■ **Task input**

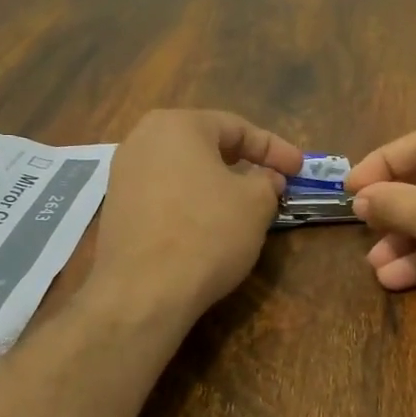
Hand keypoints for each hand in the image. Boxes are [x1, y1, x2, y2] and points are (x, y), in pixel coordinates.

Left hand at [92, 109, 302, 317]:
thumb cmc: (207, 233)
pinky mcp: (116, 208)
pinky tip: (208, 225)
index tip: (299, 169)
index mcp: (177, 125)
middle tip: (271, 179)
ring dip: (215, 183)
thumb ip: (267, 181)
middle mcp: (142, 139)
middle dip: (242, 162)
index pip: (236, 127)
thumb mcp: (255, 204)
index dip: (274, 148)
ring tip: (242, 204)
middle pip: (205, 144)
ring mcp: (122, 174)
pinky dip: (191, 202)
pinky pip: (163, 194)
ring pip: (183, 170)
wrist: (143, 291)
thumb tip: (266, 178)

■ **Activity**
Images are to be left out when the records above are written out again exactly.

■ **Response below**
Hand keypoints for each hand in the image. Boxes are [x1, y1, x2, y2] and points are (x, y), in pixel coordinates.

Left hand at [92, 109, 302, 317]:
thumb cmc: (207, 233)
pinky mcp: (116, 208)
pinky tip: (208, 225)
index tip: (299, 169)
index mcp: (177, 125)
middle tip: (271, 179)
ring dip: (215, 183)
thumb ip: (267, 181)
middle mcp: (142, 139)
middle dip: (242, 162)
index pip: (236, 127)
thumb mcp: (255, 204)
index dip: (274, 148)
ring tip: (242, 204)
middle pip: (205, 144)
ring mcp: (122, 174)
pinky dip: (191, 202)
pinky pip: (163, 194)
ring pip: (183, 170)
wrist: (143, 291)
thumb tip: (266, 178)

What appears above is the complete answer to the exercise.